[Dataset records]
==============================

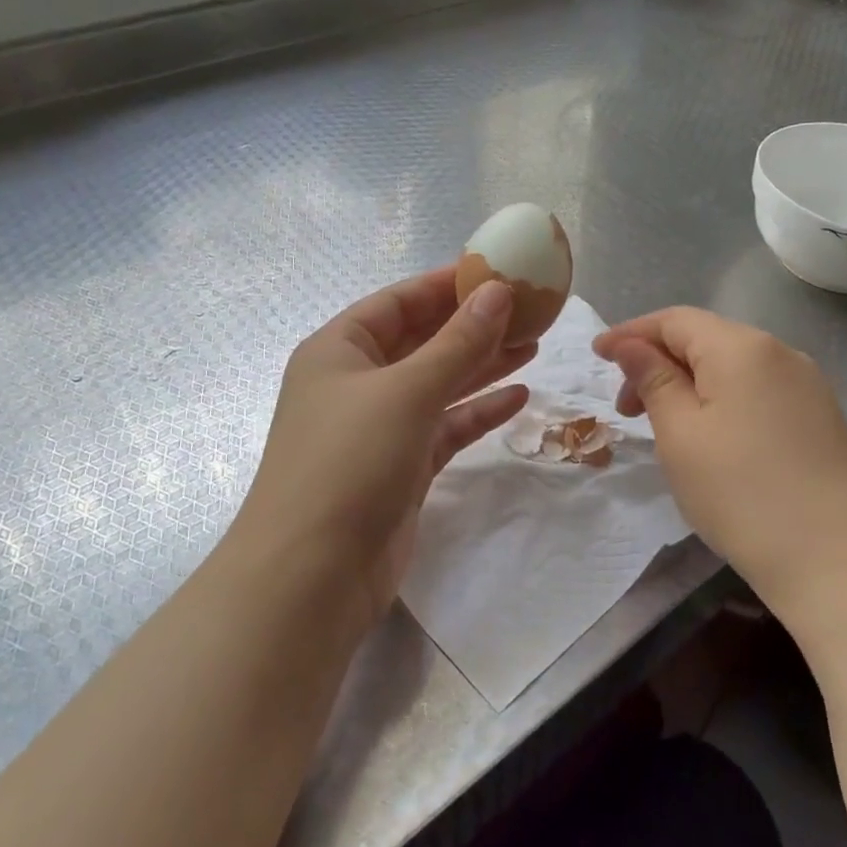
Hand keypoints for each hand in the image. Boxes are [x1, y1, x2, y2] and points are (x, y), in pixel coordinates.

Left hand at [237, 268, 534, 625]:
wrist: (313, 575)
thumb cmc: (350, 461)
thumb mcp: (406, 391)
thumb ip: (456, 342)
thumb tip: (498, 292)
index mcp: (339, 350)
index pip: (398, 302)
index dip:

==============================

Your task is to set down the records shown above exactly, minus any pictures.

## Answer space:
Hand keypoints for each hand in the image. Boxes are [x1, y1, x2, y2] and points are (x, y), in pixel coordinates.

Left hand at [237, 268, 534, 625]:
wrist: (313, 575)
thumb cmc: (350, 461)
thumb mcp: (406, 391)
thumb ip: (456, 342)
thumb tip: (498, 292)
index mcp: (339, 350)
index pip: (398, 302)
index dip:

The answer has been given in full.